*** Data for review ***

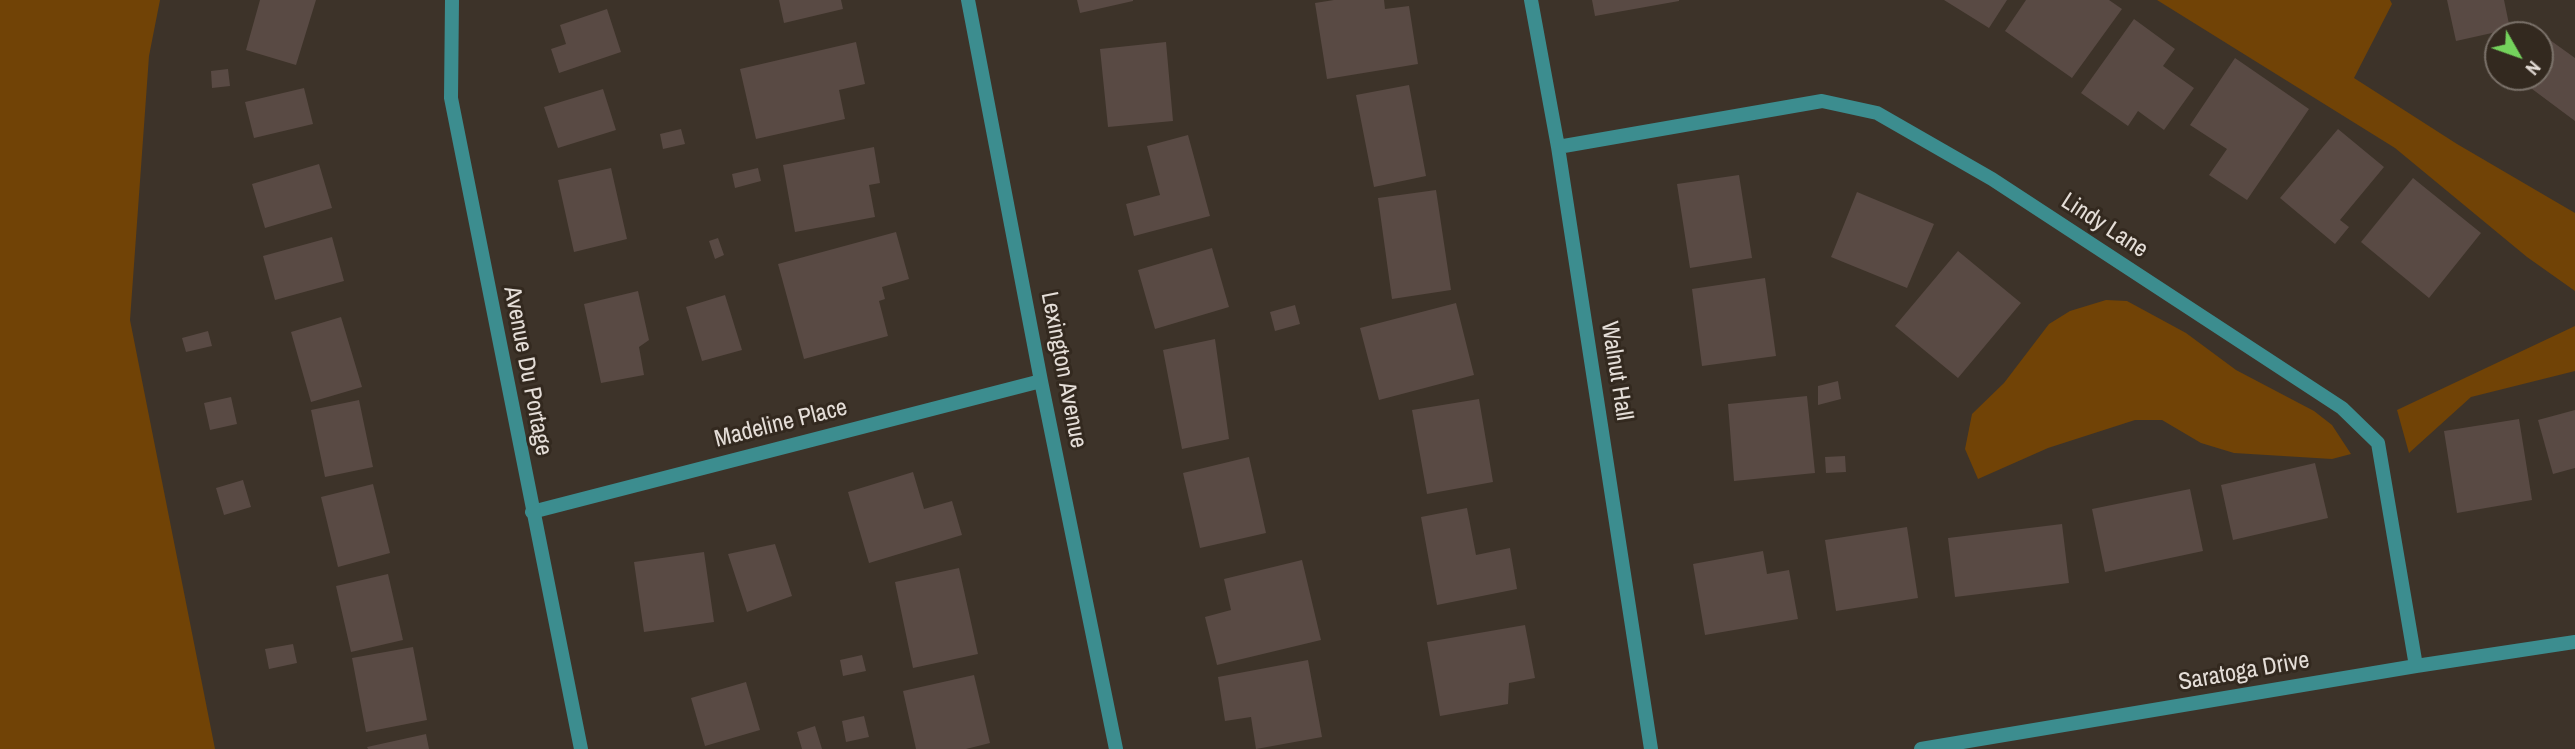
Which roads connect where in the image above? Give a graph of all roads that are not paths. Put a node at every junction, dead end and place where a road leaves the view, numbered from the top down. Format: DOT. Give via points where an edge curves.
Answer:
graph roads {
  1 [pos="452,0"];
  2 [pos="968,0"];
  3 [pos="1531,0"];
  4 [pos="1558,147"];
  5 [pos="1041,381"];
  6 [pos="532,512"];
  7 [pos="2575,642"];
  8 [pos="2416,666"];
  9 [pos="581,749"];
  10 [pos="1116,749"];
  11 [pos="1651,749"];
  12 [pos="1921,749"];
  1 -- 6 [label="street, Avenue Du Portage" via="451,98"];
  2 -- 5 [label="street, Lexington Avenue"];
  3 -- 4 [label="street, Walnut Hall"];
  4 -- 8 [label="street, Lindy Lane" via="1822,101 1877,113 1992,179 2342,408 2378,443"];
  4 -- 11 [label="street, Walnut Hall"];
  5 -- 6 [label="street, Madeline Place"];
  5 -- 10 [label="street, Lexington Avenue"];
  6 -- 9 [label="street, Avenue Du Portage"];
  7 -- 8 [label="street, Saratoga Drive"];
  8 -- 12 [label="street, Saratoga Drive"];
}
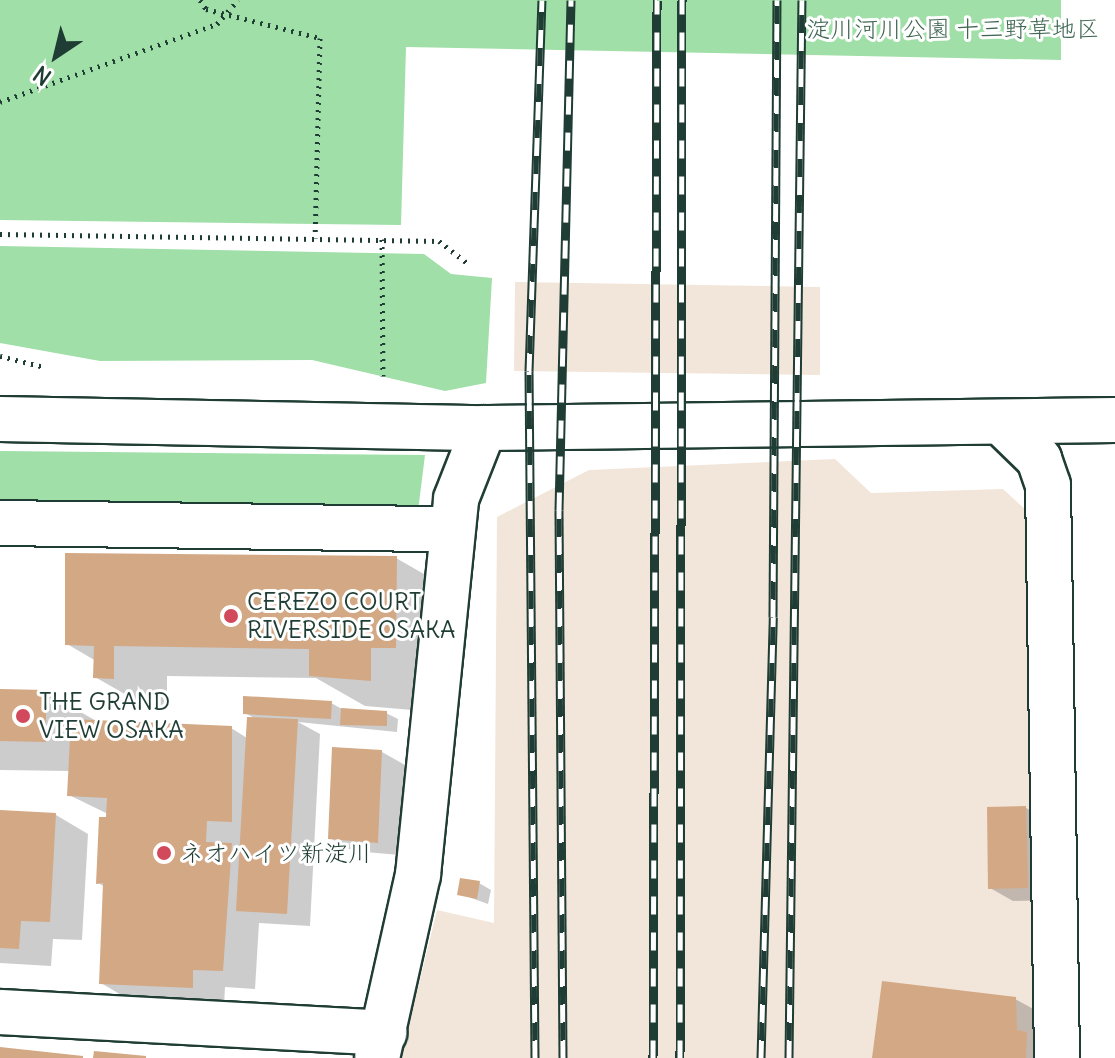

*** End of Data for review ***

#### [Exercise]
Only the text of the records belongs in your answer, copied exactly as it appears above.

#### [Reply to the task]
Which roads connect where in the image above? Give a graph of all roads that are not paths. Put a node at every junction, dead end and place where a road leaves the view, numbered from the top down. Format: DOT. Give via points where an edge curves.
Answer:
graph roads {
  1 [pos="452,0"];
  2 [pos="968,0"];
  3 [pos="1531,0"];
  4 [pos="1558,147"];
  5 [pos="1041,381"];
  6 [pos="532,512"];
  7 [pos="2575,642"];
  8 [pos="2416,666"];
  9 [pos="581,749"];
  10 [pos="1116,749"];
  11 [pos="1651,749"];
  12 [pos="1921,749"];
  1 -- 6 [label="street, Avenue Du Portage" via="451,98"];
  2 -- 5 [label="street, Lexington Avenue"];
  3 -- 4 [label="street, Walnut Hall"];
  4 -- 8 [label="street, Lindy Lane" via="1822,101 1877,113 1992,179 2342,408 2378,443"];
  4 -- 11 [label="street, Walnut Hall"];
  5 -- 6 [label="street, Madeline Place"];
  5 -- 10 [label="street, Lexington Avenue"];
  6 -- 9 [label="street, Avenue Du Portage"];
  7 -- 8 [label="street, Saratoga Drive"];
  8 -- 12 [label="street, Saratoga Drive"];
}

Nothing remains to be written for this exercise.